有研究发现在MCT诱导的PAH中,AMPK 介导的mTOR 自噬信号通路参与细胞自噬的调节。在缺氧性肺动脉高压中,自噬水平也明显升高[26-27]。这些结论与我们的实验结果相符,经过缺氧处理后,PASMCs中的ALDH2水平明显降低,自噬相关蛋白p62、Beclin1及MAP1 LC3B水平显著升高,说明自噬在PAH的发病过程中发挥了重要作用。同时在Alda-1组孵育过后,ALDH2水平升高,自噬相关蛋白p62、Beclin1及MAP1 LC3B的表达均有下降,提示激活ALDH2能够有效降低PAH中自噬的水平。在既往自噬的研究中,往往认为Beclin1及LC3B参与了自噬的发生与自噬膜的延长,并且该蛋白的表达水平与自噬水平呈现正相关关系,而p62参与自噬中自噬小体与溶酶体的结合以及降解的过程,该蛋白的表达量与自噬水平呈现负相关关系,本研究中的结果显示,在缺氧时PASMCs中Beclin1、LC3B及p62水平均升高,提示可能缺氧可以促进PASMCs的自噬发生,但是对自噬溶酶体的降解产生了抑制。

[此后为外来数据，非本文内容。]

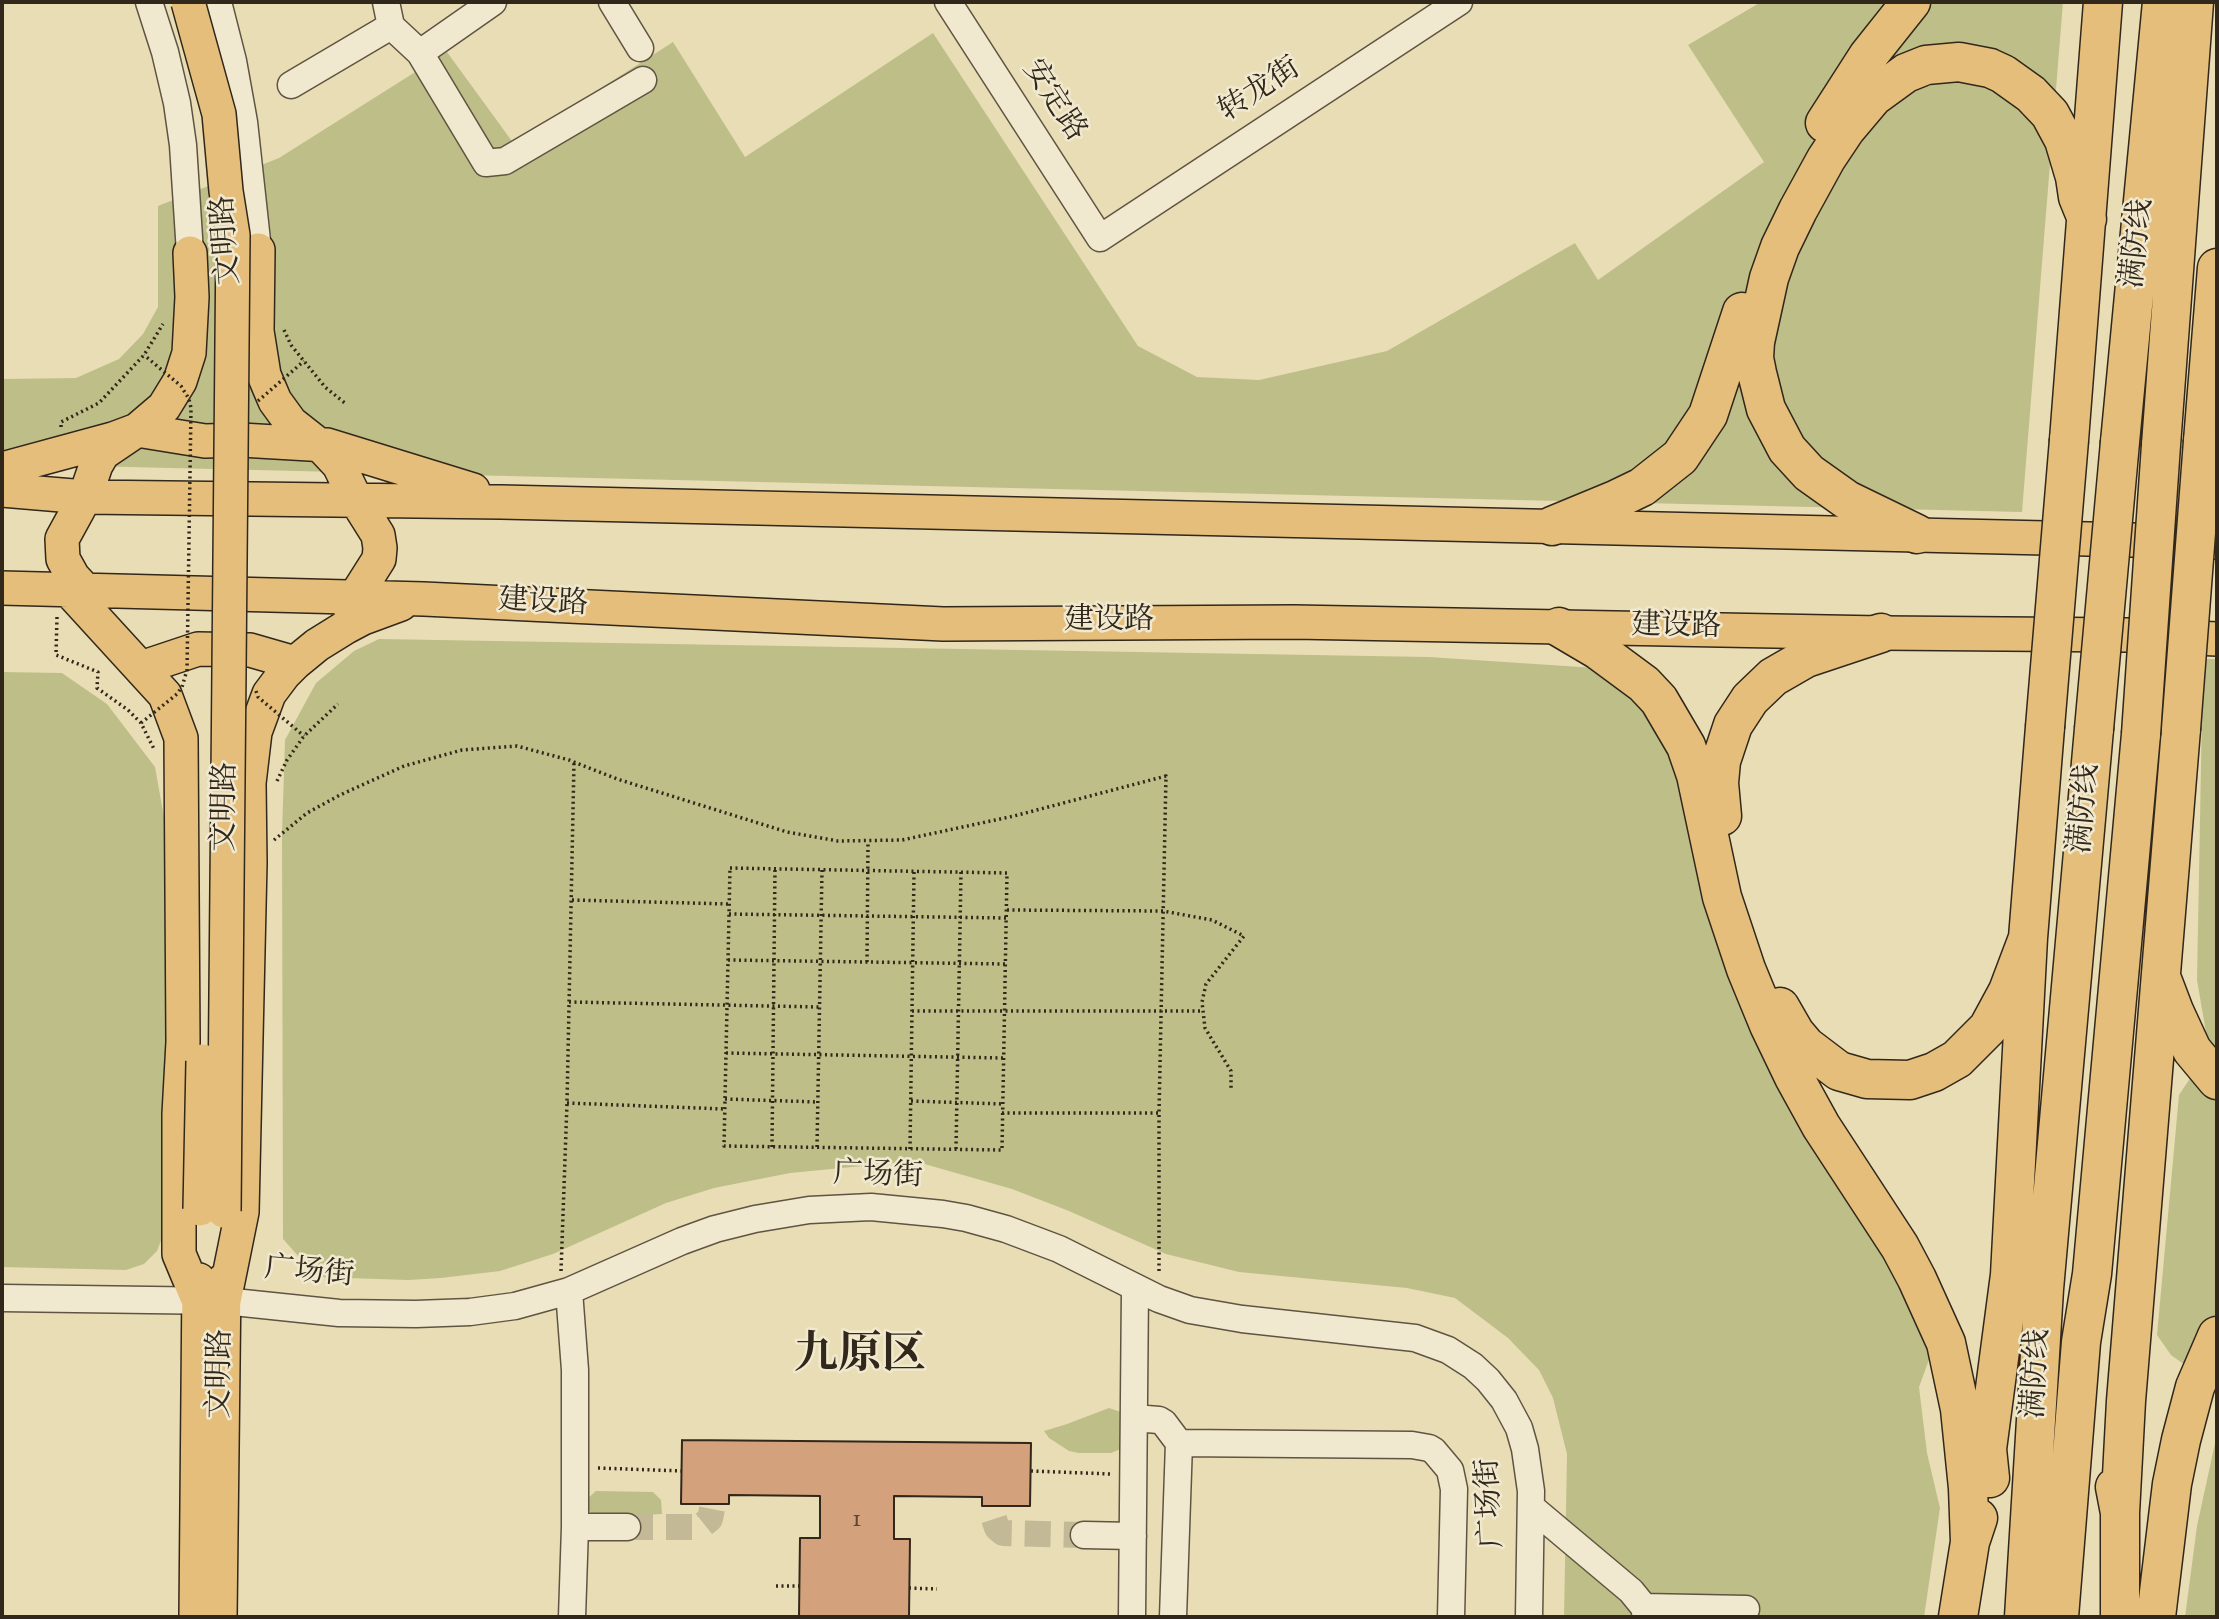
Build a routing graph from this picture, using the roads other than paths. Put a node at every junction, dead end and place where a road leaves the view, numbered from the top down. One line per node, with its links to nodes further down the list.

研究表明,适度的自噬可以导致细胞迁移和平滑肌细胞的增殖,用声波刺猬蛋白治疗平滑肌细胞可诱导自噬并增加细胞增殖;此外,通过PDGF诱导的自噬与平滑肌细胞的增殖与迁移密切相关,同时,利用3-MA抑制自噬可以减少细胞的增殖[28-29]。在本研究中发现,与常氧组相比,缺氧处理后的细胞内自噬水平明显升高,同时CCK8与流式细胞术结果显示,通过缺氧处理后,PASMCs的活性与增殖能力明显增加,凋亡水平虽有所降低,但变化并无统计学意义;而与缺氧组相比,在通过Alda-1激活线粒体ALDH2后,细胞内自噬水平显著降低,PASMCs的增殖也明显受到抑制,细胞凋亡虽有所增加,但是通过统计分析,差异并无统计学意义。这些结果提示线粒体ALDH2可能通过对自噬水平的调控,进而主要通过降低PASMCs的增殖水平而非调控凋亡的水平,从而改善HPH的病理改变。
综上所述,线粒体ALDH2可能通过对自噬的调控,进一步调节了PASMCs的增殖,进而改善HPH的病理进程,而通过激活线粒体ALDH2在一定程度上可以改善肺动脉高压的发生发展。